2015, Vol. 36
脊柱关节炎(spondyloarthritis,SpA),也称血清阴性脊柱关节病或脊柱关节病,是以中轴和外周关节受累、具有家族聚集倾向、血清类风湿因子阴性以及与HLA-B27相关为特点的一组多系统受累的炎症性疾病。该组疾病包括强直性脊柱炎、银屑病关节炎、反应性关节炎、炎性肠病性关节炎、幼年特发性关节炎等。其发病原因及机制仍未明确,并且未有确切疗效的治疗措施。为研究SpA的发病原因、机制以及治疗措施,科研人员探索SpA相关动物模型的尝试从未间断过。其中,转基因SpA模型有HLA-B27转基因小鼠、HLA-B27/hβ2m双转基因大鼠;自发性SpA模型有ANKET小鼠、Ank/Ank小鼠;炎症驱动的模型有TNFΔARE小鼠;外源性抗原诱导的SpA模型有蛋白聚糖诱导的小鼠关节炎模型(proteoglycan-induced arthritis,PGIA)。不同的小鼠模型都部分表现出SpA相关特征性症状,但尚无一种动物模型能完全模拟SpA临床病理表型和免疫学特性。PGIA是目前唯一侵犯中轴骨系统的系统性自身免疫小鼠模型,已成为脊柱关节炎动物模型研究的热点。该动物模型是由人类关节软骨来源的蛋白聚糖(proteoglycan,PG)免疫BALB/c小鼠或 C3H 小鼠的某些亚系而产生的系统性自身免疫性SpA小鼠模型。该小鼠模型最先出现外周关节的滑膜炎,随后出现关节软骨的侵蚀,最后关节软骨异常增殖。
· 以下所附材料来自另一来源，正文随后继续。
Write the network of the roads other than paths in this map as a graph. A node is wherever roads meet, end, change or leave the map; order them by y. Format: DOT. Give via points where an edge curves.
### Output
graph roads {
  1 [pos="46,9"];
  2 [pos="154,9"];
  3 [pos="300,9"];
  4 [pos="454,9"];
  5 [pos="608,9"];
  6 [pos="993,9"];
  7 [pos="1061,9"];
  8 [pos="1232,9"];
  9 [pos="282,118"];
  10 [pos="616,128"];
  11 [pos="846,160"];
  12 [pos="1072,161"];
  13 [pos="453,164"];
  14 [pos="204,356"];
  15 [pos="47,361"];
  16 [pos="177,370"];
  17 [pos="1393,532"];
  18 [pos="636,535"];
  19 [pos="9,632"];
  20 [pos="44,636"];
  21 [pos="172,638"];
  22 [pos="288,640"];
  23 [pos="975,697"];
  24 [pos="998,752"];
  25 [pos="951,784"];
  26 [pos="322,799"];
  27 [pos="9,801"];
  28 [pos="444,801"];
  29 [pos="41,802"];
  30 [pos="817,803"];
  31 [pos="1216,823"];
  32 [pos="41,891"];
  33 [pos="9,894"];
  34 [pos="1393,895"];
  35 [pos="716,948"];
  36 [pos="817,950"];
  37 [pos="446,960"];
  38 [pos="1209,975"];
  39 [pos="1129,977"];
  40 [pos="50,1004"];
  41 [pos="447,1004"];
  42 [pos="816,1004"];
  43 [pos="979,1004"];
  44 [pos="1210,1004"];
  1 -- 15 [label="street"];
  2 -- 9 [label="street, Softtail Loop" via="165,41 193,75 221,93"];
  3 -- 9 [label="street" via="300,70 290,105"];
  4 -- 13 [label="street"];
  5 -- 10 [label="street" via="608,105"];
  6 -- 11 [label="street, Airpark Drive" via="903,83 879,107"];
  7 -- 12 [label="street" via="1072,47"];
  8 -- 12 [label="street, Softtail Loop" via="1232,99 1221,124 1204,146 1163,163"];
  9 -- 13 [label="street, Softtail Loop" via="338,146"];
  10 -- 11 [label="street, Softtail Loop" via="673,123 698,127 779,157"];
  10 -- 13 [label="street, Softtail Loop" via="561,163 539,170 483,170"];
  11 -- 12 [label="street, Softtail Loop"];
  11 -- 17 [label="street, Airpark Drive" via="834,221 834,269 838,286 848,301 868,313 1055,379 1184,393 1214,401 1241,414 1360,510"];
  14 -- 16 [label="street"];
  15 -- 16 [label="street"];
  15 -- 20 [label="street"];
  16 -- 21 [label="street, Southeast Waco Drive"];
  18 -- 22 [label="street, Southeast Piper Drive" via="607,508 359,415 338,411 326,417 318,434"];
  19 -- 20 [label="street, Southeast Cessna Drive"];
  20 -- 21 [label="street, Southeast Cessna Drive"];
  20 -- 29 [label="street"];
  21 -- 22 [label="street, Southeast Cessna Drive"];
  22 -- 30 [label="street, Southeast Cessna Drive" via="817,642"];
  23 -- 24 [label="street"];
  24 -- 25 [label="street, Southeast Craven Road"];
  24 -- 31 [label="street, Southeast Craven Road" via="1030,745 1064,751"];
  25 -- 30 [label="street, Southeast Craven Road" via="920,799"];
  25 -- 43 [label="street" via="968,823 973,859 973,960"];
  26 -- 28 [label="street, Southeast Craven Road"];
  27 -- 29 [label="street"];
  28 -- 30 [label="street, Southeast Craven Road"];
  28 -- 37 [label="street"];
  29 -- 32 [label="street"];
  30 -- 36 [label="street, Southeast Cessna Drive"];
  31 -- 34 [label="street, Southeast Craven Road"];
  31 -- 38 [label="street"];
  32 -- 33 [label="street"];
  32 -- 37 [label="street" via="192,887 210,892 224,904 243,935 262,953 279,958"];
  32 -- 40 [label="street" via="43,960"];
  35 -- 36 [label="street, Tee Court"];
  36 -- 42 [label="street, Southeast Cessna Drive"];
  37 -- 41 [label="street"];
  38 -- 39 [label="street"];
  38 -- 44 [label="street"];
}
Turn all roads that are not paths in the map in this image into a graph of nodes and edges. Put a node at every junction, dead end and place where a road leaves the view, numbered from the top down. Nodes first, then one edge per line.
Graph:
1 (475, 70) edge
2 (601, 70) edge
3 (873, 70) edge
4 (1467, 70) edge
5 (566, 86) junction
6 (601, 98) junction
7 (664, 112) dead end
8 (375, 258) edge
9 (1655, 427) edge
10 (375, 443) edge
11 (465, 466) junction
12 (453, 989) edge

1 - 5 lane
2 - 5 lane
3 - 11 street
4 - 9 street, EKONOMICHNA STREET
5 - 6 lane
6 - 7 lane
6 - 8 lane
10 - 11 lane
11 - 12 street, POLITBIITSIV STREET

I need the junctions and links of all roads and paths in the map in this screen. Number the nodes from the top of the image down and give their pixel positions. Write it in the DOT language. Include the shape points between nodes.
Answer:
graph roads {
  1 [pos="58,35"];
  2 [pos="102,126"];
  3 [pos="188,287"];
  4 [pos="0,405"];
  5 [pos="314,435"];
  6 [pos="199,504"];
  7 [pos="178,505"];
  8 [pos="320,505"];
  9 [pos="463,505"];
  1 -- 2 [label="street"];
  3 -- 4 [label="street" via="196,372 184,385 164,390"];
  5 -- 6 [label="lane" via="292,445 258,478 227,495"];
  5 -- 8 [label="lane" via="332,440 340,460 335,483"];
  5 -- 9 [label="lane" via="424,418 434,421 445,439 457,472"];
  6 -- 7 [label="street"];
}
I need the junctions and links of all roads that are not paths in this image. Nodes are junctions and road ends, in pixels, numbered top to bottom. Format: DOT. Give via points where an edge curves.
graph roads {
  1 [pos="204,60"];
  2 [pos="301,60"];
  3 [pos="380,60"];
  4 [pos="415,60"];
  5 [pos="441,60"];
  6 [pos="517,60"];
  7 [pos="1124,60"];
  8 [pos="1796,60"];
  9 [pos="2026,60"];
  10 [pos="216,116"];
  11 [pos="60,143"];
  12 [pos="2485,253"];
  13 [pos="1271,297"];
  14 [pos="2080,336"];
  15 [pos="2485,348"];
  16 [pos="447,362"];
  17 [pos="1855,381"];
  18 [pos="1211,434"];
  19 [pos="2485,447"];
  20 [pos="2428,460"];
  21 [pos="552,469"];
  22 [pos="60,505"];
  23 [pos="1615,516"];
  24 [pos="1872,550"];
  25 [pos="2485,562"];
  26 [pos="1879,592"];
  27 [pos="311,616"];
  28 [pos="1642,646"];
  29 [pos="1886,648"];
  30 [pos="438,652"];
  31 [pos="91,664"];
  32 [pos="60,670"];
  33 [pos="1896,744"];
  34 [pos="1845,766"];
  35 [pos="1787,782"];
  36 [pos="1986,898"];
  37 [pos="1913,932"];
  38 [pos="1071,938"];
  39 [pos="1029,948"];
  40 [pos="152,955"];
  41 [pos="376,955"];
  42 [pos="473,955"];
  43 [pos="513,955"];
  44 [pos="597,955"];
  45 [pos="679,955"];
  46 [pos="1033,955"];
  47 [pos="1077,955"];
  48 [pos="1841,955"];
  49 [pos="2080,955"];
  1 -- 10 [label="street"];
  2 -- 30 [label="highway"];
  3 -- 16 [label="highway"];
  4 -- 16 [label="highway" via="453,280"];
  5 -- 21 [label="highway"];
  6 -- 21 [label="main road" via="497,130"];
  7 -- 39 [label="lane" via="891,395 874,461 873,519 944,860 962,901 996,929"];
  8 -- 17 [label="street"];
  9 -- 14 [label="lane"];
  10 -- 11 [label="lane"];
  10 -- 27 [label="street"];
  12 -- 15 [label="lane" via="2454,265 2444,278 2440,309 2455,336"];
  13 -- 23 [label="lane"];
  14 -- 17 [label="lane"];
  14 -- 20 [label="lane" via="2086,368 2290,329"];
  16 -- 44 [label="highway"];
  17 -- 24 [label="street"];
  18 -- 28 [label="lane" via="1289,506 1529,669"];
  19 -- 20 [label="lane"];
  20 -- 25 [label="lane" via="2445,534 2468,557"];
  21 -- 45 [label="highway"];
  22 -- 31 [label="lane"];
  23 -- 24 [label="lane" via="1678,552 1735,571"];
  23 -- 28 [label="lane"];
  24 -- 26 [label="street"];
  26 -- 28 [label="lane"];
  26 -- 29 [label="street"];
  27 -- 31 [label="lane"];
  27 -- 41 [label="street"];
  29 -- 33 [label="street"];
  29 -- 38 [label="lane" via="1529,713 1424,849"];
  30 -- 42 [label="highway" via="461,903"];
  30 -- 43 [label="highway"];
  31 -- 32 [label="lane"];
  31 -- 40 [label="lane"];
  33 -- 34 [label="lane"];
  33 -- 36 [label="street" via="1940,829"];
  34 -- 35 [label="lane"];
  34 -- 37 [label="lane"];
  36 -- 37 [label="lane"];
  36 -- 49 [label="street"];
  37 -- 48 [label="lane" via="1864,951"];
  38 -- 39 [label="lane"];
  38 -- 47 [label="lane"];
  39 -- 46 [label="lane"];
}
表现为外周足踝、足趾关节的红肿,后期出现外周及脊柱关节的畸形、强直及功能受限[1]。 1 PGIA动物模型的诱导及优化 1.1 小鼠种群及易感基因 最常用于诱导PGIA的是BALB/c小鼠,该品系小鼠对关节炎有基因易感性。BALB/c小鼠(H-2d单体)不同种群在发病率和发病的严重程度上均表现出差异,来自查尔斯河实验室和美国癌症研究所的BALB/c小鼠种群PGIA诱导率可达到98%~100%。如果不发生基因污染,一般BALB/c小鼠种群PGIA诱导率至少达到50%。研究发现雄性BALB/c小鼠在蛋白聚糖诱导后表现出较高的死亡率,故一般选择雌性小鼠用于诱导模型。而周龄在16~20周的小鼠与6~8周的小鼠相比,关节炎症状出现较早且症状更严重[2]。现研究发现另外一种对PGIA易感的是C3H小鼠的亚系(H-2K单体型),该小鼠不同种群在PGIA发病率上也表现出极大差异,C3H/ChR和C3H/HeJCr这两支种群对PGIA易感性较高,而C3H/HeJ 和C3H/BiDACr则对PGIA表现出一定的抵制效应(易感性低于10%),而具体导致该差异的基因基础有待进一步探索[3]。由于引起PGIA发病的基因背景十分复杂,研究人员在基因水平对差异易感性的原因进行了较多探索。通过对PGIA易感小鼠及PGIA抵抗小鼠杂交子代进行差异基因分析发现众多数量及质量性状相关位点。Adarichev等[4]发现X染色体及5、10、17、18号染色体上的数量性状位点与PGIA发病相关,Glant等[5]揭示3号染色体上的Pgia26a通过调控T细胞应答控制PGIA的发病,19号染色体上的Pgia23和Pgia12与 PGIA的低发病率相关。虽然研究发现众多与PGIA发病、严重程度相关的基因位点,但各组研究结果差异较大且未进行进一步验证,PGIA复杂的发病基因背景仍需要不断探索。 1.2 PGIA诱导抗原
关节软骨是一种无血管组织,不受自身免疫系统的监视。当软骨降解后能够暴露和释放独特的抗原分子物质,这些物质能够被自身免疫系统识别从而激发免疫反应。PGIA是关节软骨来源的蛋白聚糖注入小鼠腹腔后引发自身免疫反应而形成的关节炎模型,蛋白聚糖作为抗原在模型建立过程中至关重要。蛋白聚糖相对分子质量约2 000 000~3 000 000,由核心蛋白(相对分子质量220 000)以及连接在核心蛋白上的硫酸软骨素侧链(chondroitin sulfate,CS,相对分子质量20 000~30 000)和硫酸角质素(keratan sulfate,KS,10 000~20 000)侧链构成,而核心蛋白由G1、G2、G3以及KS、CS侧链附着部位共同组成。蛋白聚糖是细胞外基质的重要成分之一,可与细胞外基质中的胶原、纤粘连蛋白、层粘连蛋白及弹性蛋白结合构成具有组织特性的细胞外基质[6]。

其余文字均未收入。